*Task description*
State how many lines of the entries hold the string "lane", and output nothing but that count.

Start of Given entries

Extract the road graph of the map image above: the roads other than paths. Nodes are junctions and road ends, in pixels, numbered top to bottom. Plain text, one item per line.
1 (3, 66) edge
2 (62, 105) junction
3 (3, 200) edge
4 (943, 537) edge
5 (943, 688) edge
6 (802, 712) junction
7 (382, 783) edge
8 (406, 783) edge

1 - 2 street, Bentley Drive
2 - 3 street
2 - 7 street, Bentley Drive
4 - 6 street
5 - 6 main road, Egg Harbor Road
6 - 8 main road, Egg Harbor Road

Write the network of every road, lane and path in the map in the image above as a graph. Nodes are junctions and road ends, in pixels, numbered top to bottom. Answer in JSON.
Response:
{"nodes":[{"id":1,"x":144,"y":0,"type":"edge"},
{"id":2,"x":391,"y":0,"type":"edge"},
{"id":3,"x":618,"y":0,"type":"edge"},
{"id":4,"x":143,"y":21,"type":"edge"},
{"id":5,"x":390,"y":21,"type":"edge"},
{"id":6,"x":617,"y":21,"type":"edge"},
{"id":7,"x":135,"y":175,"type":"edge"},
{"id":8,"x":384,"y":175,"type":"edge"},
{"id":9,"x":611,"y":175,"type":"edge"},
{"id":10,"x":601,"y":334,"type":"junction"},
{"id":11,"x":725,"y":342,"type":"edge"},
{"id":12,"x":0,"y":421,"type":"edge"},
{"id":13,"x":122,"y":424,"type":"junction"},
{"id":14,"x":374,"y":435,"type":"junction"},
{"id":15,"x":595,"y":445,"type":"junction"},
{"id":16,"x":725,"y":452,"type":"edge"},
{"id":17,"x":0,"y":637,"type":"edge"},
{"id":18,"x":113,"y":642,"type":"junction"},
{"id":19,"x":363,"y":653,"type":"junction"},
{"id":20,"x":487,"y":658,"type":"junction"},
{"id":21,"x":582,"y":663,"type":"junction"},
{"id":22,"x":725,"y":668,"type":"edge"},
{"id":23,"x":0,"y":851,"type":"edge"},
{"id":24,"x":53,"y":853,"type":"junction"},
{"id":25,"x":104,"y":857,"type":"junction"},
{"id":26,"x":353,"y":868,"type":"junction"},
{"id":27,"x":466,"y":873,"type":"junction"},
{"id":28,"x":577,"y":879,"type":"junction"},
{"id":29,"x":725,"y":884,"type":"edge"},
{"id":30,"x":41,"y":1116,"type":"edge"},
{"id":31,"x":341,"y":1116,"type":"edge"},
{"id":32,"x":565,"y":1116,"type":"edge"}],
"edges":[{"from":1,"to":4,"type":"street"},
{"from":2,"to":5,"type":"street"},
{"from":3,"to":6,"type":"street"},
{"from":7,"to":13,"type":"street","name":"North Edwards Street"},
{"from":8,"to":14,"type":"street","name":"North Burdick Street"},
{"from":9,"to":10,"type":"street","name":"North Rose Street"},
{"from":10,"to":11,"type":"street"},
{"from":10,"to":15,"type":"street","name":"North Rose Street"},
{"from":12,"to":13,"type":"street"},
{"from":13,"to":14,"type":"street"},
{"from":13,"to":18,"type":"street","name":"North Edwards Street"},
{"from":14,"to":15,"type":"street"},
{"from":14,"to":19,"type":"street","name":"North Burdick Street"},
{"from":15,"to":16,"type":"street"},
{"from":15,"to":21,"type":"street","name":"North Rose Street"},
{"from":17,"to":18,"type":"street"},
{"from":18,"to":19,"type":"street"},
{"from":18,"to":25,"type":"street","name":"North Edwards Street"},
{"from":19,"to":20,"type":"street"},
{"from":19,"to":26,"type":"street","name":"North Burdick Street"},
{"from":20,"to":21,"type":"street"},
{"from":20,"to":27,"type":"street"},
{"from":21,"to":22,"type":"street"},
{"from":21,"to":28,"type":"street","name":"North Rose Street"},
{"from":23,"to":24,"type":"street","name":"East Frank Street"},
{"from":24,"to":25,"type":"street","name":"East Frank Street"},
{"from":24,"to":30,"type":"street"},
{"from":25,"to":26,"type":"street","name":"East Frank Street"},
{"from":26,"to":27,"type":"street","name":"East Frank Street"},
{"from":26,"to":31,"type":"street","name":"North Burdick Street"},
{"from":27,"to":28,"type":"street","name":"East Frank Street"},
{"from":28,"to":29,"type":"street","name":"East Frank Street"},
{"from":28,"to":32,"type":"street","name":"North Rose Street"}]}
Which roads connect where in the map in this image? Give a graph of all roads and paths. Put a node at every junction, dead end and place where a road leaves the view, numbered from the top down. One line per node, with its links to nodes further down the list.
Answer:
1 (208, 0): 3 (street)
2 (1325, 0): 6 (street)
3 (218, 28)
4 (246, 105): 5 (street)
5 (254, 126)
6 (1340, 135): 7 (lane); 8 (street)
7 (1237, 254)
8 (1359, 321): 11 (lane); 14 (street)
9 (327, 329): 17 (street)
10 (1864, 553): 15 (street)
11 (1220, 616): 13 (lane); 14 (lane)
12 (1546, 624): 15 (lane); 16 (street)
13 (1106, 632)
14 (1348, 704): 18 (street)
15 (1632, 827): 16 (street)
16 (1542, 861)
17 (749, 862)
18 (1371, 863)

End of Given entries

*Task response*
5